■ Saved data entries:
┌──
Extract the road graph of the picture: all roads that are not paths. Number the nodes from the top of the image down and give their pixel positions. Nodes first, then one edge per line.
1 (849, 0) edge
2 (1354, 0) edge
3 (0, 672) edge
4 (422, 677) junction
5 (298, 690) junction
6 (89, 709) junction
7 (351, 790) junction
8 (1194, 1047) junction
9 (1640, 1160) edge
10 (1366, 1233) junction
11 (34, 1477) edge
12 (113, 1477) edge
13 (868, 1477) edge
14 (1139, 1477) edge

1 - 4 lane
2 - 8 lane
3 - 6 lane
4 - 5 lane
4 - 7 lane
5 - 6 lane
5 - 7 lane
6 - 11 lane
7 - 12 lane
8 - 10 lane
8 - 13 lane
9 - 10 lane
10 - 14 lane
└──
Please copy each entry. Leave nothing out.

■ Answer box:
Extract the road graph of the picture: all roads that are not paths. Number the nodes from the top of the image down and give their pixel positions. Nodes first, then one edge per line.
1 (849, 0) edge
2 (1354, 0) edge
3 (0, 672) edge
4 (422, 677) junction
5 (298, 690) junction
6 (89, 709) junction
7 (351, 790) junction
8 (1194, 1047) junction
9 (1640, 1160) edge
10 (1366, 1233) junction
11 (34, 1477) edge
12 (113, 1477) edge
13 (868, 1477) edge
14 (1139, 1477) edge

1 - 4 lane
2 - 8 lane
3 - 6 lane
4 - 5 lane
4 - 7 lane
5 - 6 lane
5 - 7 lane
6 - 11 lane
7 - 12 lane
8 - 10 lane
8 - 13 lane
9 - 10 lane
10 - 14 lane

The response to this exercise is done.